Mr. Naik appearing on behalf of the appellants has assailed the aforesaid reasonings given by the lower appellate Court, while holding that judgment does not act as res judicata. 7. Mr. Shroti appearing on behalf of the respondent submits that it will be academic to consider each of the reasons given by the lower appellate Court for holding the judgment to be not operating as res judicata as on proved fact that the land was sold to defendant No. 1 prior to the institution of the earlier suit, shall itself make the principle of the res judicata inapplicable. Having perused the record, I am of the opinion that the whole assumption of defendant No. 1 that the disputed land was sold to him by defendant No. 2 prior to the institution of the suit is incorrect on facts. Reliance of Mr. Shroti in the statement made in paragraph-4 of the written statement, in this connection, is absolutely misconceived. In the aforesaid paragraph, defendant No. 1 has stated about the sale deed executed by Dhan Singh in favour of defendant No. 2 on 08.04.1970 (Ex. D. 4) and the same does not relate to the sale made by defendant no. 2 in favour of defendant no. 1. In fact, in paragraph 6 of the written statement, this defendant has clearly stated that he has purchased the land from defendant no. 2 by registered sale deed dt. 18.6.1976. Civil Suit No. 106-A/1975 was thus filed prior to the transfer of property by defendant no. 2 in favour of defendant no. 1. Accordingly, I do not find any merit in this submission of Shir Shroti. 8. (sic). Naik appearing in support of the appeal submits that the lower appellate Court committed an error of law by holding that in absence of plaint, written statement and the issues of this earlier suit, principle of res judicata cannot be made applicable. However, Shri Shroti appearing on behalf of the respondent submits that for applicability of principle of res judicata it was incumbent upon the plaintiffs to place on record the aforesaid documents and in the absence thereof, the lower appellate Court is right in holding that the principle of res judicata does not apply. In support of his submission, Shri Shroti has placed reliance on a Division Bench judgment of this Court in case of Baboosha v. Municipal Corporation Indore, 1983, Weekly Notes, 409.
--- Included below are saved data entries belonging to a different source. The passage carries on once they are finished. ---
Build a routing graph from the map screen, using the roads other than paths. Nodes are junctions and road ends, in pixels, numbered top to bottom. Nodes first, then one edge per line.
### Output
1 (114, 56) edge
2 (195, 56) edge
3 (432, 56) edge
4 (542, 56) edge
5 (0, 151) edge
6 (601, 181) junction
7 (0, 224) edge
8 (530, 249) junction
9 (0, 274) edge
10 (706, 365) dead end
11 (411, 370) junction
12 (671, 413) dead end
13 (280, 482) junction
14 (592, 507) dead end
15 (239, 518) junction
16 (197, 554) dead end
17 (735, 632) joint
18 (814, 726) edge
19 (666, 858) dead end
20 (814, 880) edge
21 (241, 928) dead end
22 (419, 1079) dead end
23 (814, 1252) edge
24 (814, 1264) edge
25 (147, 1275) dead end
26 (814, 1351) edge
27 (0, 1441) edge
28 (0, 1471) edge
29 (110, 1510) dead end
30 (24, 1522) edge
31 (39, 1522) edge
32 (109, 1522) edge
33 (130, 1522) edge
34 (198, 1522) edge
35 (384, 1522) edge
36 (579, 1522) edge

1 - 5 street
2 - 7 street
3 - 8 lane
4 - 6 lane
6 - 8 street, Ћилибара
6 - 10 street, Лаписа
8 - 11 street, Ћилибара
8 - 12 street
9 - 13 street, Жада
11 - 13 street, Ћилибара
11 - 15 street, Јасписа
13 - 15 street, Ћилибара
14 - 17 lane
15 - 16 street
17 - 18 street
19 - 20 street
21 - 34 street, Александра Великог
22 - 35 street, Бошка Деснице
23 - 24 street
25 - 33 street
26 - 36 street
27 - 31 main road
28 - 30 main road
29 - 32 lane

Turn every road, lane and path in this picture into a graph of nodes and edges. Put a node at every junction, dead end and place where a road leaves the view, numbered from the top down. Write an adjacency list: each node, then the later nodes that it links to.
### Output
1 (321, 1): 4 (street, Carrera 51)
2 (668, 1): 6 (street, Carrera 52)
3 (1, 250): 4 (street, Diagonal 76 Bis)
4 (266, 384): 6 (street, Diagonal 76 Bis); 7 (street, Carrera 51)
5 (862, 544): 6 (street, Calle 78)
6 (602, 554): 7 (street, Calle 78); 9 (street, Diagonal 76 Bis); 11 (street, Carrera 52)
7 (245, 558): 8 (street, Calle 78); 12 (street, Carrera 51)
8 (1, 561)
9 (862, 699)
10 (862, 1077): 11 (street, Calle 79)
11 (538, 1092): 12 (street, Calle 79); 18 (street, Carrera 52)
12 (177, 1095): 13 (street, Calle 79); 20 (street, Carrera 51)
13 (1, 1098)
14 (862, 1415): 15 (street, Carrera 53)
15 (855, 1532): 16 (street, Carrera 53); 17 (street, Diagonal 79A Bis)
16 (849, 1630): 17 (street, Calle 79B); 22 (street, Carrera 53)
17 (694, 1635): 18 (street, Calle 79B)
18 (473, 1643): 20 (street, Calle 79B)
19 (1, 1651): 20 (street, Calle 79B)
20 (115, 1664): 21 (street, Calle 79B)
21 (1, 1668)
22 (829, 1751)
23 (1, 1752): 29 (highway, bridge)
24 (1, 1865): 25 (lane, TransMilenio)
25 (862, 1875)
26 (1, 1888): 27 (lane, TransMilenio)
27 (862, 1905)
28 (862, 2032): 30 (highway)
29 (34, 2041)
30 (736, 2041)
In support of his submission, Shri Shroti has placed reliance on a Division Bench judgment of this Court in case of Baboosha v. Municipal Corporation Indore, 1983, Weekly Notes, 409. He has drawn my attention to the following passage from the said judgment :- Having heard learned counsel for the parties, we have come to the conclusion that the appeal deserves to be allowed. In the instant case, the trial Court had on 12th March 1969, framed 2 issues based on the pleadings of the parties and the case was thereafter fixed for recording evidence. The proceedings indicate that the hearing of the case was adjourned from time to time and ultimately on 17.04.1973, without recording any evidence, the trial Court heard arguments on issue No. 5 relating to 'res judicata' and dismissed it. The plaint, written statement and the issues framed in civil Original Suit No. 4-A of 1961 are not on record. All these documents are necessary for a proper appreciation of the issue in question. The finding of the trial court on Issue No. 5, without any evidence cannot be sustained in law. 9. In my opinion, it is not a rule of law that for applicability of the principle of res judicata, one is required to place on record the copies of plaint, written statement and issue. In a case where the judgment' placed on record gives sufficient indication of the case of the parties, the issues and its decision, notwithstanding the absence of the aforesaid documents, still the principle of resjudicata can be invoked. Judgment dated 26.2.1977 (Ex. P-1) contains in detail the pleading of the parties, the issues and the decision by the Court on these issues. One of the issues in the said suit was as to whether defendant no. 2 was married in 'Nathra' form to Dhan Singh and whether she was his wife. The learned judge recorded his finding that defendant no. 2 was not married to Dhan Singh nor she is the wife, hence she has no right over the property of Dhansingh. Thus, the judgment itself is crystal clear in relation to the case of parties and the issue decided in the same and hence it cannot be said that the principle of res judicata cannot be attracted in the absence of plaint, written statement and issues.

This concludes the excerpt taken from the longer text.